#### Task to complete
From first line to last, retype the data exactly.

#### Data section

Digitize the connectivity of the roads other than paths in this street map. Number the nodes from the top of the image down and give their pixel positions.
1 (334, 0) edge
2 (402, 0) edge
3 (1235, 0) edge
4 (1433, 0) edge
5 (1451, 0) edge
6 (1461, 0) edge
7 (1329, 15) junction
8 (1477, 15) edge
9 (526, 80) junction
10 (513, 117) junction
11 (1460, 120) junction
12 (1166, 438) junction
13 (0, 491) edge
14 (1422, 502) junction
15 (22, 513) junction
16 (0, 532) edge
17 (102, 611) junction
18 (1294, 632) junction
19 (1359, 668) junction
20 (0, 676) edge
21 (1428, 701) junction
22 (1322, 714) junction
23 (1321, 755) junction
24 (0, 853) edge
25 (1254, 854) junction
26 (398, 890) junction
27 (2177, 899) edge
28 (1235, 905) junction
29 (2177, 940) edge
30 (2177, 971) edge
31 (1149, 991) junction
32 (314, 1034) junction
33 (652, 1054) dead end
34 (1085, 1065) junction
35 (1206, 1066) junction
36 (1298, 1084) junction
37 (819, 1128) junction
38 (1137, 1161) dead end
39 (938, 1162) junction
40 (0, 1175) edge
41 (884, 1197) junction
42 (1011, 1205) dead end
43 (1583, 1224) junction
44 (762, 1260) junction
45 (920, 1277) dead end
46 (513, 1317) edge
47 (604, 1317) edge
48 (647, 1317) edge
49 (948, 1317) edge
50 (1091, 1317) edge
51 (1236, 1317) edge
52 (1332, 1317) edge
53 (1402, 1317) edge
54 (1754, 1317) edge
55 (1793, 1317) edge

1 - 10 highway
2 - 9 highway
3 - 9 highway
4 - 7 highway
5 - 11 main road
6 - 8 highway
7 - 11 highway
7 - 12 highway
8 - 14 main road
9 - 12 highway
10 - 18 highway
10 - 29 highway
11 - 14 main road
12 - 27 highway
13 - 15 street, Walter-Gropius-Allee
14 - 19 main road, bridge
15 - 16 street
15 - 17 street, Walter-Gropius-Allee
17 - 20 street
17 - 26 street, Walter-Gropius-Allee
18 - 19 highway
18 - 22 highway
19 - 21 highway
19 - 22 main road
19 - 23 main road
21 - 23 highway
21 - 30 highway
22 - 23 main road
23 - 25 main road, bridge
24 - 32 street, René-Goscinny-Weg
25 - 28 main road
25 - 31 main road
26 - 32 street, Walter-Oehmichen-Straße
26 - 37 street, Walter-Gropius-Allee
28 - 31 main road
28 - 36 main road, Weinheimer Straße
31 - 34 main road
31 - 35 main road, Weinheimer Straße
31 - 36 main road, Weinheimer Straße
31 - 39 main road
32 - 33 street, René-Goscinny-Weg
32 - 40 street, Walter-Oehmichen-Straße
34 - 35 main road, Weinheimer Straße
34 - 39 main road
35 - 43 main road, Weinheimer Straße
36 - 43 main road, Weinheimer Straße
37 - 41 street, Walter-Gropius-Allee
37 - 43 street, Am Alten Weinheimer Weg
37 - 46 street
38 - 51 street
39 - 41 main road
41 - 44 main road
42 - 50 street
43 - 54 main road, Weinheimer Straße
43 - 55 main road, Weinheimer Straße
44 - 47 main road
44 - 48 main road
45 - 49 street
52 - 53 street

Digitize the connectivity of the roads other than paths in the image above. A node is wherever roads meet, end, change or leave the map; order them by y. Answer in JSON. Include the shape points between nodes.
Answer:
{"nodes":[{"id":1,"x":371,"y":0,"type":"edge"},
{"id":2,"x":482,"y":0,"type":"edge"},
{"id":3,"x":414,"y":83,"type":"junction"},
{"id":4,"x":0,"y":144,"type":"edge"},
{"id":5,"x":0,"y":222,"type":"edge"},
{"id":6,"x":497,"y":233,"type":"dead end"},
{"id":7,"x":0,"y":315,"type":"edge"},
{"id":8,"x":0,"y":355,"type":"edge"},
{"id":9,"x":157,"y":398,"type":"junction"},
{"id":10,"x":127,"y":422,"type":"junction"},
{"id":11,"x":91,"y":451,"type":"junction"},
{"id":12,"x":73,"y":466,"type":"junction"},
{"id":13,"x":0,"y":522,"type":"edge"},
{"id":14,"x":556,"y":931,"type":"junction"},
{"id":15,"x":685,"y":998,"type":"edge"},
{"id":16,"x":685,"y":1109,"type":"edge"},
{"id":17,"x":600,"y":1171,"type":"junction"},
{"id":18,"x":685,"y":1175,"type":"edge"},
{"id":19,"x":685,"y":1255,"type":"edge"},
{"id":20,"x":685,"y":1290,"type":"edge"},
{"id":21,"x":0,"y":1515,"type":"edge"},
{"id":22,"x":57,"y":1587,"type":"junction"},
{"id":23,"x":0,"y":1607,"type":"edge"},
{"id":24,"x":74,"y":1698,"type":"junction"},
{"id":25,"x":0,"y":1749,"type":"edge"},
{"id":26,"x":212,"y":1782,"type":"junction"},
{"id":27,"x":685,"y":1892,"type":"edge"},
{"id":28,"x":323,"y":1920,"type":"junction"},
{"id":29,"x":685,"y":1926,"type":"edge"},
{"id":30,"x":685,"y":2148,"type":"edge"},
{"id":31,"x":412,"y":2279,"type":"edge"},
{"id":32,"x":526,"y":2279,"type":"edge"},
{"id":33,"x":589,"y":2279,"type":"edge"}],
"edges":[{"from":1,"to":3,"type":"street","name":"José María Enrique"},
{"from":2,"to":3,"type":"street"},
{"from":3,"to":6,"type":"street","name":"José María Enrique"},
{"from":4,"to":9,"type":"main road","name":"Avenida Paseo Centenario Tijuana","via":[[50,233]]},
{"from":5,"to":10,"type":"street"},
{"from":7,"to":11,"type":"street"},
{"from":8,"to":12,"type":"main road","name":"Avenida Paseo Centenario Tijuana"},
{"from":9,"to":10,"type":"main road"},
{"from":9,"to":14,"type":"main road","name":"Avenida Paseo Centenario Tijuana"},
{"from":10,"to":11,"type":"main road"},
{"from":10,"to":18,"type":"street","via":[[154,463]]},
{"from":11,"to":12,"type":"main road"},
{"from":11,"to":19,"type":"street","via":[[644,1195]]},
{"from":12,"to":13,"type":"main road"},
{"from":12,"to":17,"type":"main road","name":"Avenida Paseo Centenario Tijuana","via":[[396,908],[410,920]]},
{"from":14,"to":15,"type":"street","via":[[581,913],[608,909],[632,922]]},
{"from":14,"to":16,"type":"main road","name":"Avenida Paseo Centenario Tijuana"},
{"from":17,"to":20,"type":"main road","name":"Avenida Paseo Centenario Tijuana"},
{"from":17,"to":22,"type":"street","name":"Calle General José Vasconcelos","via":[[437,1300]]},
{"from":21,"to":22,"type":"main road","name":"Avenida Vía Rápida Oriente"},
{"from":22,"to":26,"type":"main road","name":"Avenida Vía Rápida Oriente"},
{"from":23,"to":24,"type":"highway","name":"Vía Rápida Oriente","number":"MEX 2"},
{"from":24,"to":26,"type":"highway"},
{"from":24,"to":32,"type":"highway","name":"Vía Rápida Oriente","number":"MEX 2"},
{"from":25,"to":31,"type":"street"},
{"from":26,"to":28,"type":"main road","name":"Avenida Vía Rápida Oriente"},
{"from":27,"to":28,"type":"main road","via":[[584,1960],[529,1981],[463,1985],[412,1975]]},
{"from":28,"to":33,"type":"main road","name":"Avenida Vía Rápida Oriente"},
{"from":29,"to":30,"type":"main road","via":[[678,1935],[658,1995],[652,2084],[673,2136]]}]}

#### Exercise output
Digitize the connectivity of the roads other than paths in this street map. Number the nodes from the top of the image down and give their pixel positions.
1 (334, 0) edge
2 (402, 0) edge
3 (1235, 0) edge
4 (1433, 0) edge
5 (1451, 0) edge
6 (1461, 0) edge
7 (1329, 15) junction
8 (1477, 15) edge
9 (526, 80) junction
10 (513, 117) junction
11 (1460, 120) junction
12 (1166, 438) junction
13 (0, 491) edge
14 (1422, 502) junction
15 (22, 513) junction
16 (0, 532) edge
17 (102, 611) junction
18 (1294, 632) junction
19 (1359, 668) junction
20 (0, 676) edge
21 (1428, 701) junction
22 (1322, 714) junction
23 (1321, 755) junction
24 (0, 853) edge
25 (1254, 854) junction
26 (398, 890) junction
27 (2177, 899) edge
28 (1235, 905) junction
29 (2177, 940) edge
30 (2177, 971) edge
31 (1149, 991) junction
32 (314, 1034) junction
33 (652, 1054) dead end
34 (1085, 1065) junction
35 (1206, 1066) junction
36 (1298, 1084) junction
37 (819, 1128) junction
38 (1137, 1161) dead end
39 (938, 1162) junction
40 (0, 1175) edge
41 (884, 1197) junction
42 (1011, 1205) dead end
43 (1583, 1224) junction
44 (762, 1260) junction
45 (920, 1277) dead end
46 (513, 1317) edge
47 (604, 1317) edge
48 (647, 1317) edge
49 (948, 1317) edge
50 (1091, 1317) edge
51 (1236, 1317) edge
52 (1332, 1317) edge
53 (1402, 1317) edge
54 (1754, 1317) edge
55 (1793, 1317) edge

1 - 10 highway
2 - 9 highway
3 - 9 highway
4 - 7 highway
5 - 11 main road
6 - 8 highway
7 - 11 highway
7 - 12 highway
8 - 14 main road
9 - 12 highway
10 - 18 highway
10 - 29 highway
11 - 14 main road
12 - 27 highway
13 - 15 street, Walter-Gropius-Allee
14 - 19 main road, bridge
15 - 16 street
15 - 17 street, Walter-Gropius-Allee
17 - 20 street
17 - 26 street, Walter-Gropius-Allee
18 - 19 highway
18 - 22 highway
19 - 21 highway
19 - 22 main road
19 - 23 main road
21 - 23 highway
21 - 30 highway
22 - 23 main road
23 - 25 main road, bridge
24 - 32 street, René-Goscinny-Weg
25 - 28 main road
25 - 31 main road
26 - 32 street, Walter-Oehmichen-Straße
26 - 37 street, Walter-Gropius-Allee
28 - 31 main road
28 - 36 main road, Weinheimer Straße
31 - 34 main road
31 - 35 main road, Weinheimer Straße
31 - 36 main road, Weinheimer Straße
31 - 39 main road
32 - 33 street, René-Goscinny-Weg
32 - 40 street, Walter-Oehmichen-Straße
34 - 35 main road, Weinheimer Straße
34 - 39 main road
35 - 43 main road, Weinheimer Straße
36 - 43 main road, Weinheimer Straße
37 - 41 street, Walter-Gropius-Allee
37 - 43 street, Am Alten Weinheimer Weg
37 - 46 street
38 - 51 street
39 - 41 main road
41 - 44 main road
42 - 50 street
43 - 54 main road, Weinheimer Straße
43 - 55 main road, Weinheimer Straße
44 - 47 main road
44 - 48 main road
45 - 49 street
52 - 53 street

Digitize the connectivity of the roads other than paths in the image above. A node is wherever roads meet, end, change or leave the map; order them by y. Answer in JSON. Include the shape points between nodes.
Answer:
{"nodes":[{"id":1,"x":371,"y":0,"type":"edge"},
{"id":2,"x":482,"y":0,"type":"edge"},
{"id":3,"x":414,"y":83,"type":"junction"},
{"id":4,"x":0,"y":144,"type":"edge"},
{"id":5,"x":0,"y":222,"type":"edge"},
{"id":6,"x":497,"y":233,"type":"dead end"},
{"id":7,"x":0,"y":315,"type":"edge"},
{"id":8,"x":0,"y":355,"type":"edge"},
{"id":9,"x":157,"y":398,"type":"junction"},
{"id":10,"x":127,"y":422,"type":"junction"},
{"id":11,"x":91,"y":451,"type":"junction"},
{"id":12,"x":73,"y":466,"type":"junction"},
{"id":13,"x":0,"y":522,"type":"edge"},
{"id":14,"x":556,"y":931,"type":"junction"},
{"id":15,"x":685,"y":998,"type":"edge"},
{"id":16,"x":685,"y":1109,"type":"edge"},
{"id":17,"x":600,"y":1171,"type":"junction"},
{"id":18,"x":685,"y":1175,"type":"edge"},
{"id":19,"x":685,"y":1255,"type":"edge"},
{"id":20,"x":685,"y":1290,"type":"edge"},
{"id":21,"x":0,"y":1515,"type":"edge"},
{"id":22,"x":57,"y":1587,"type":"junction"},
{"id":23,"x":0,"y":1607,"type":"edge"},
{"id":24,"x":74,"y":1698,"type":"junction"},
{"id":25,"x":0,"y":1749,"type":"edge"},
{"id":26,"x":212,"y":1782,"type":"junction"},
{"id":27,"x":685,"y":1892,"type":"edge"},
{"id":28,"x":323,"y":1920,"type":"junction"},
{"id":29,"x":685,"y":1926,"type":"edge"},
{"id":30,"x":685,"y":2148,"type":"edge"},
{"id":31,"x":412,"y":2279,"type":"edge"},
{"id":32,"x":526,"y":2279,"type":"edge"},
{"id":33,"x":589,"y":2279,"type":"edge"}],
"edges":[{"from":1,"to":3,"type":"street","name":"José María Enrique"},
{"from":2,"to":3,"type":"street"},
{"from":3,"to":6,"type":"street","name":"José María Enrique"},
{"from":4,"to":9,"type":"main road","name":"Avenida Paseo Centenario Tijuana","via":[[50,233]]},
{"from":5,"to":10,"type":"street"},
{"from":7,"to":11,"type":"street"},
{"from":8,"to":12,"type":"main road","name":"Avenida Paseo Centenario Tijuana"},
{"from":9,"to":10,"type":"main road"},
{"from":9,"to":14,"type":"main road","name":"Avenida Paseo Centenario Tijuana"},
{"from":10,"to":11,"type":"main road"},
{"from":10,"to":18,"type":"street","via":[[154,463]]},
{"from":11,"to":12,"type":"main road"},
{"from":11,"to":19,"type":"street","via":[[644,1195]]},
{"from":12,"to":13,"type":"main road"},
{"from":12,"to":17,"type":"main road","name":"Avenida Paseo Centenario Tijuana","via":[[396,908],[410,920]]},
{"from":14,"to":15,"type":"street","via":[[581,913],[608,909],[632,922]]},
{"from":14,"to":16,"type":"main road","name":"Avenida Paseo Centenario Tijuana"},
{"from":17,"to":20,"type":"main road","name":"Avenida Paseo Centenario Tijuana"},
{"from":17,"to":22,"type":"street","name":"Calle General José Vasconcelos","via":[[437,1300]]},
{"from":21,"to":22,"type":"main road","name":"Avenida Vía Rápida Oriente"},
{"from":22,"to":26,"type":"main road","name":"Avenida Vía Rápida Oriente"},
{"from":23,"to":24,"type":"highway","name":"Vía Rápida Oriente","number":"MEX 2"},
{"from":24,"to":26,"type":"highway"},
{"from":24,"to":32,"type":"highway","name":"Vía Rápida Oriente","number":"MEX 2"},
{"from":25,"to":31,"type":"street"},
{"from":26,"to":28,"type":"main road","name":"Avenida Vía Rápida Oriente"},
{"from":27,"to":28,"type":"main road","via":[[584,1960],[529,1981],[463,1985],[412,1975]]},
{"from":28,"to":33,"type":"main road","name":"Avenida Vía Rápida Oriente"},
{"from":29,"to":30,"type":"main road","via":[[678,1935],[658,1995],[652,2084],[673,2136]]}]}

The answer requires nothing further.